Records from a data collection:
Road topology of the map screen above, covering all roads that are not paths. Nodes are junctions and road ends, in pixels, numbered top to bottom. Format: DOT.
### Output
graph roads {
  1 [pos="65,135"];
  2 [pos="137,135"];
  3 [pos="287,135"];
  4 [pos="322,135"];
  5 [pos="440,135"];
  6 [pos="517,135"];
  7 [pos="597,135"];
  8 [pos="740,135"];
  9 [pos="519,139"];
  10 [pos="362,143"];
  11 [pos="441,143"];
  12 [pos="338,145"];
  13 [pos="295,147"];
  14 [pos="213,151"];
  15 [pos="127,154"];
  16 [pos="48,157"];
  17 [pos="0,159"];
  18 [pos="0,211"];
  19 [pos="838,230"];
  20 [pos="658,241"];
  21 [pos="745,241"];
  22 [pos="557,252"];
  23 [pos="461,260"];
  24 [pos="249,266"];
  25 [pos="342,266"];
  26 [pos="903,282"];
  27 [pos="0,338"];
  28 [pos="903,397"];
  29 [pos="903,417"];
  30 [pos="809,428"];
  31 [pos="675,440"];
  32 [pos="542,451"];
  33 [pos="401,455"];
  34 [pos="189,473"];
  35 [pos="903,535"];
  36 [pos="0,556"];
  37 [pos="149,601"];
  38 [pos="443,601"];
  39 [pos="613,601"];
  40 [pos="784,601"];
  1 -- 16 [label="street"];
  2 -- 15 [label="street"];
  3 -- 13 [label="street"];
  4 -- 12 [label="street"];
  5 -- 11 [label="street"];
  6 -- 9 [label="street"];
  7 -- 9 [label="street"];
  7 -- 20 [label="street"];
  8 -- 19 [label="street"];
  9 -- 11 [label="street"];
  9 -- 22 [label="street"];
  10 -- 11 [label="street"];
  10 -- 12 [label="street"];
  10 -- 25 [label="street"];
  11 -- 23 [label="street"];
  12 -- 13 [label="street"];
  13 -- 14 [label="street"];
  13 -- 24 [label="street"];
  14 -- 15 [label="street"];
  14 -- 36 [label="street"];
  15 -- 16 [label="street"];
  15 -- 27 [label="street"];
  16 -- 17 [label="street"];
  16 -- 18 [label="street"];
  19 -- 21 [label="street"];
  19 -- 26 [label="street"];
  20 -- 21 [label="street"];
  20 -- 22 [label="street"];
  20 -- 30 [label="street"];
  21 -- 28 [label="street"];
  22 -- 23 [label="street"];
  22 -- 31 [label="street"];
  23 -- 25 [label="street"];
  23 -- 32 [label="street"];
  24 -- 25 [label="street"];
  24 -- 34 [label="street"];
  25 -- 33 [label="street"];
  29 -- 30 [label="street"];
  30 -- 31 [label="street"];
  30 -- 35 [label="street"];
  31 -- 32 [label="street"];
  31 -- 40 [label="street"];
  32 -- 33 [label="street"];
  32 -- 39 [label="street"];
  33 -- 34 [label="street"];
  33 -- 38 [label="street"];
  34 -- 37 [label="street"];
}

YOUR GOAL :: Could you transcribe all of the entries exactly, leaving nothing out?

RESPONSE TO THIS EXERCISE ::
Road topology of the map screen above, covering all roads that are not paths. Nodes are junctions and road ends, in pixels, numbered top to bottom. Format: DOT.
### Output
graph roads {
  1 [pos="65,135"];
  2 [pos="137,135"];
  3 [pos="287,135"];
  4 [pos="322,135"];
  5 [pos="440,135"];
  6 [pos="517,135"];
  7 [pos="597,135"];
  8 [pos="740,135"];
  9 [pos="519,139"];
  10 [pos="362,143"];
  11 [pos="441,143"];
  12 [pos="338,145"];
  13 [pos="295,147"];
  14 [pos="213,151"];
  15 [pos="127,154"];
  16 [pos="48,157"];
  17 [pos="0,159"];
  18 [pos="0,211"];
  19 [pos="838,230"];
  20 [pos="658,241"];
  21 [pos="745,241"];
  22 [pos="557,252"];
  23 [pos="461,260"];
  24 [pos="249,266"];
  25 [pos="342,266"];
  26 [pos="903,282"];
  27 [pos="0,338"];
  28 [pos="903,397"];
  29 [pos="903,417"];
  30 [pos="809,428"];
  31 [pos="675,440"];
  32 [pos="542,451"];
  33 [pos="401,455"];
  34 [pos="189,473"];
  35 [pos="903,535"];
  36 [pos="0,556"];
  37 [pos="149,601"];
  38 [pos="443,601"];
  39 [pos="613,601"];
  40 [pos="784,601"];
  1 -- 16 [label="street"];
  2 -- 15 [label="street"];
  3 -- 13 [label="street"];
  4 -- 12 [label="street"];
  5 -- 11 [label="street"];
  6 -- 9 [label="street"];
  7 -- 9 [label="street"];
  7 -- 20 [label="street"];
  8 -- 19 [label="street"];
  9 -- 11 [label="street"];
  9 -- 22 [label="street"];
  10 -- 11 [label="street"];
  10 -- 12 [label="street"];
  10 -- 25 [label="street"];
  11 -- 23 [label="street"];
  12 -- 13 [label="street"];
  13 -- 14 [label="street"];
  13 -- 24 [label="street"];
  14 -- 15 [label="street"];
  14 -- 36 [label="street"];
  15 -- 16 [label="street"];
  15 -- 27 [label="street"];
  16 -- 17 [label="street"];
  16 -- 18 [label="street"];
  19 -- 21 [label="street"];
  19 -- 26 [label="street"];
  20 -- 21 [label="street"];
  20 -- 22 [label="street"];
  20 -- 30 [label="street"];
  21 -- 28 [label="street"];
  22 -- 23 [label="street"];
  22 -- 31 [label="street"];
  23 -- 25 [label="street"];
  23 -- 32 [label="street"];
  24 -- 25 [label="street"];
  24 -- 34 [label="street"];
  25 -- 33 [label="street"];
  29 -- 30 [label="street"];
  30 -- 31 [label="street"];
  30 -- 35 [label="street"];
  31 -- 32 [label="street"];
  31 -- 40 [label="street"];
  32 -- 33 [label="street"];
  32 -- 39 [label="street"];
  33 -- 34 [label="street"];
  33 -- 38 [label="street"];
  34 -- 37 [label="street"];
}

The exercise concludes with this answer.